-That's Why He My Man-
•••
Urusan perabotan dan wangi-wangian
Kuserahkan pada s'leramu yang lebih maju
Tapi tata ruang, aku ikut pertimbangkan
Kar'na kalau nanti kita punya kesibukan
(Kita Usahakan Rumah Itu – Sal Priadi)
Bella menarik napas dalam-dalam saat mobil Tarmiji memasuki halaman sebuah rumah yang terasa asing namun sudah ia sebut sebagai "rumah" dalam setiap doanya. Udara Pasuruan menyambutnya dengan kehangatan yang berbeda dari Purwokerto. Tarmiji menggenggam tangannya erat, senyumnya menenangkan segala kegelisahan di hatinya. Ayah Damar telah mengantarnya dengan berat hati, namun dengan senyum tulus dan kasih restu
Begitu mereka masuk, Bella mengedarkan pandangannya. Rumah itu sederhana namun terasa hangat dan penuh cinta. Tarmiji membimbingnya menuju sebuah ruangan yang pintunya tertutup. Dengan tatapan penuh harap, lelaki itu membukanya. Bella terkesiap. Di sana, terpajang rak buku kayu yang persis seperti yang ia impikan, kokoh dan elegan, menanti untuk diisi dengan dunia-dunia yang selama ini menemaninya. Air mata haru menggenang di matanya.
“Mas,” bisiknya, tak mampu menyembunyikan getar dalam suaranya, “Mas inget semua wishlist buku-bukuku?”
Tarmiji mendekat, memeluknya dari samping. “Ya iyalah, Sayang. Semua tentang kamu, Mas inget kok. Ini tempatmu. Tempat buat kamu nyelamin dunia tanpa harus ngerasa sendirian.”

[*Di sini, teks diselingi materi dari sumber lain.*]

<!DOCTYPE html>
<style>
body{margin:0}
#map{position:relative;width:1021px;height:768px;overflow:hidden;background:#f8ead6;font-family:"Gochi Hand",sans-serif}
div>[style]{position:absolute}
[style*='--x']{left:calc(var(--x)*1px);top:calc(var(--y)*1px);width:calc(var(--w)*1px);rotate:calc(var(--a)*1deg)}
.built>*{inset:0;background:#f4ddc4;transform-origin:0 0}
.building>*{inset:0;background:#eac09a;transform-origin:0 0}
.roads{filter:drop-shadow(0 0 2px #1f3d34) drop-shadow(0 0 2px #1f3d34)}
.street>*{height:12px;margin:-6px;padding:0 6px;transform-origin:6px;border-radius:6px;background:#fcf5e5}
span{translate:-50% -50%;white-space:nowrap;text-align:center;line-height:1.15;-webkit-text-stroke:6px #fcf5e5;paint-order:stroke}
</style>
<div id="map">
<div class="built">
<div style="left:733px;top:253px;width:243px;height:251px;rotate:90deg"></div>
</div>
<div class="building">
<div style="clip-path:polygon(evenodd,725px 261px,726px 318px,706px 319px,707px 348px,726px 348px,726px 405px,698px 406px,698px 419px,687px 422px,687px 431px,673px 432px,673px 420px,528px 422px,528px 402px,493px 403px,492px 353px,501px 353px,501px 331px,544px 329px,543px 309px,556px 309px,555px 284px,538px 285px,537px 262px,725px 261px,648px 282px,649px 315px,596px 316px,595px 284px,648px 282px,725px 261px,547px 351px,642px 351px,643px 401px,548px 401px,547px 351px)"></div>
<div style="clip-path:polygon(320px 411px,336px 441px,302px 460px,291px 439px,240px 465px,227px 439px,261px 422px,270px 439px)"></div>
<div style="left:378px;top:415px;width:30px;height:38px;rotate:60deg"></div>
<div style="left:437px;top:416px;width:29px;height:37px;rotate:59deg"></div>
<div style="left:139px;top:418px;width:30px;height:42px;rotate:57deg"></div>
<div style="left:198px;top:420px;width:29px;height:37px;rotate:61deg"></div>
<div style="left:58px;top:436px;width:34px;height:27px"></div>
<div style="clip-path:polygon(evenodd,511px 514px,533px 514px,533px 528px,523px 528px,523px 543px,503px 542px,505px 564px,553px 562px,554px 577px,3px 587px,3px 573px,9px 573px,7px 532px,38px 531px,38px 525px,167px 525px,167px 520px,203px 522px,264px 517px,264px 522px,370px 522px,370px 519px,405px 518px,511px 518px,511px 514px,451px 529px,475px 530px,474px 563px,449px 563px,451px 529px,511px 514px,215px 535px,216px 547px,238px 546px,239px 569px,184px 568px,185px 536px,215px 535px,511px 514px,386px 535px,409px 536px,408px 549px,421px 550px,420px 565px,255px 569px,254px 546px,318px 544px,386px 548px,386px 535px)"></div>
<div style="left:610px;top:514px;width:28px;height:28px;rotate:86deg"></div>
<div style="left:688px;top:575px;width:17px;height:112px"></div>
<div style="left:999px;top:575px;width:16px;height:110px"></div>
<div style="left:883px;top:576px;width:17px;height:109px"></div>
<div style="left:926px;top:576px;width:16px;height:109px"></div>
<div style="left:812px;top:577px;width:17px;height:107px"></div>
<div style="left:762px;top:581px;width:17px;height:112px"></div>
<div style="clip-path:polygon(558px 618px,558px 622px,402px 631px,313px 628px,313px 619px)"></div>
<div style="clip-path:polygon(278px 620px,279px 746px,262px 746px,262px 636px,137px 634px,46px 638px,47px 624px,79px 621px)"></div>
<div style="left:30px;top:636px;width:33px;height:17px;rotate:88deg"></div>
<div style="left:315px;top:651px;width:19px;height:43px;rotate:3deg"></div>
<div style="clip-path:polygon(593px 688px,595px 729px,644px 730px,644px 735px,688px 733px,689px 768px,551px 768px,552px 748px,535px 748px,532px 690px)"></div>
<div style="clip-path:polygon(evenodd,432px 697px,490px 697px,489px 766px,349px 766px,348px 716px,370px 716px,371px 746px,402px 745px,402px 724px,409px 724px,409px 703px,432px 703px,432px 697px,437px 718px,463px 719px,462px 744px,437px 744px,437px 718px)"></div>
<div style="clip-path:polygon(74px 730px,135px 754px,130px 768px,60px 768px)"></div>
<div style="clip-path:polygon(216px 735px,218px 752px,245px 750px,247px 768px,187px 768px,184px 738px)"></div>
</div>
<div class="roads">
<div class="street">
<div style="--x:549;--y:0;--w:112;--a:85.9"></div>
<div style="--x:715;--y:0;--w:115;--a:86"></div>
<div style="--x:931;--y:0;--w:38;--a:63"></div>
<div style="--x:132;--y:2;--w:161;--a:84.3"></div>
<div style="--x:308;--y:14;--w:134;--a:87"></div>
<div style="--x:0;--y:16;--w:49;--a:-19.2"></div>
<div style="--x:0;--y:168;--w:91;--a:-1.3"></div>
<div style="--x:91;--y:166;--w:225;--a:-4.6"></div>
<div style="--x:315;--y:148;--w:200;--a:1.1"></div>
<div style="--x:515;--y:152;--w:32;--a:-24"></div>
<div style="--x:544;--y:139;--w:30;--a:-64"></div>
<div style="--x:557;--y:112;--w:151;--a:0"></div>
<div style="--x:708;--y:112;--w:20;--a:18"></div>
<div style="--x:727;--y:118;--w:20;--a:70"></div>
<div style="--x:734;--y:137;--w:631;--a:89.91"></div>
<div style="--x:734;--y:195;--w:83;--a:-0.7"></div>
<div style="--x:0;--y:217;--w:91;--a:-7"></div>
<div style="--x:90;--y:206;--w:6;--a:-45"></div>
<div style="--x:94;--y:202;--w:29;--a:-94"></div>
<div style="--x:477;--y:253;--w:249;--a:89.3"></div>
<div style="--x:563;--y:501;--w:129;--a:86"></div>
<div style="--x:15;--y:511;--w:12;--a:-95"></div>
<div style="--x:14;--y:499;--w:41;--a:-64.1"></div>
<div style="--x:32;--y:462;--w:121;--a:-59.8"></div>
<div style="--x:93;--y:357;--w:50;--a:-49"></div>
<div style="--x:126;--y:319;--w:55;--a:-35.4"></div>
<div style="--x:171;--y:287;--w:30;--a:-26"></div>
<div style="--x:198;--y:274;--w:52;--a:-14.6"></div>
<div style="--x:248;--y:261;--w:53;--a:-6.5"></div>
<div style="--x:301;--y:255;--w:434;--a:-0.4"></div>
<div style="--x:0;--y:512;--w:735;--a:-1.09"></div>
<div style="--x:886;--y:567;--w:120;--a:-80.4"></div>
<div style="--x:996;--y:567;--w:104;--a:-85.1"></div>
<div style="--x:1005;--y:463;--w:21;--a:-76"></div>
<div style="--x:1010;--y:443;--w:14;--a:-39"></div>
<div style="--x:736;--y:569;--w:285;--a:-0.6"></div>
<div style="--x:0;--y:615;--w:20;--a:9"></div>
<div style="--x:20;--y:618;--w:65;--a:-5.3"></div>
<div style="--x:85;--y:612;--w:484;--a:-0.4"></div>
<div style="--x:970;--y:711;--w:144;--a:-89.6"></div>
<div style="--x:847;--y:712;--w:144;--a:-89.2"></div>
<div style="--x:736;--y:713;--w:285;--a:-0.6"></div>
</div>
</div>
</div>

Hari-hari pertama di Pasuruan terasa seperti mimpi yang menjadi kenyataan. Bella menikmati setiap rutinitas sederhana bersama Tarmiji: sarapan bersama di meja makan, berjalan-jalan sore di sekitar rumah, hingga obrolan larut malam di teras. Ia mulai menata buku-bukunya di rak baru, setiap jilid adalah bagian dari perjalanannya menemukan diri. Di sela-sela itu, ia mulai mencari komunitas literasi di Pasuruan, menemukan beberapa teman baru yang memiliki minat yang sama.
Setelah dua minggu tinggal di Pasuruan, saat mereka duduk berdampingan setelah makan malam, Bella bersandar di bahu Tarmiji. “Mas,” katanya lembut, “aku ngerasa... lebih tenang di sini. Bukan cuma karena ada kamu, tapi karena aku punya ruang buat aku sendiri. Dulu tuh, aku kayak selalu ngerasa harus jadi kayak yang orang lain mau. Sekarang, aku mulai belajar nerima aku apa adanya.”
Tarmiji menggenggam tangannya. “Nah, itu dia, Abel. Itu yang Mas pengenin buat kamu dari dulu. Kamu tuh berhak bahagia jadi diri kamu sendiri. Semua ambisi, semua pengen maju itu bagus, tapi jangan sampe kamu kehilangan diri kamu yang sebenernya.”
Percakapan mereka sering kali mengarah pada masa depan. Keinginan untuk memiliki anak masih menjadi harapan yang mereka jaga, namun kini tanpa tekanan eksternal. Mereka sepakat untuk menjalani semuanya dengan santai, menikmati waktu berdua sambil tetap berusaha dan berdoa. Bella mulai mencari informasi tentang komunitas pendukung program kehamilan di Pasuruan, namun kali ini bukan karena tuntutan, melainkan karena keinginan tulus dari hatinya.
Tak lama kemudian, Bella mendapat kabar baik. Setelah mengirimkan beberapa lamaran kerja, ia diterima sebagai pengelola perpustakaan di sebuah sekolah swasta di Pasuruan. Pekerjaan yang sesuai dengan minatnya, memberinya ruang untuk berkembang namun juga fleksibel. Ia merasa ini adalah langkah yang tepat, bukan hanya untuk mengisi waktu, tetapi juga untuk mengaktualisasikan dirinya.
Malam itu, di teras belakang rumah, di bawah langit Pasuruan yang juga bertaburan bintang, Tarmiji dan Bella duduk berdampingan, menikmati keheningan yang penuh makna. Bella menatap langit, lalu menoleh pada Tarmiji dengan senyum tulus.
“Mas,” katanya, “kayaknya... aku mulai ngerti deh, apa artinya nyayangin diri sendiri. Bukan berarti aku sempurna, tapi aku nerima semua bagian aku, termasuk masa lalu sama kekurangan aku. Kamu sama Ayah udah bantuin aku ngeliat aku tuh beda.”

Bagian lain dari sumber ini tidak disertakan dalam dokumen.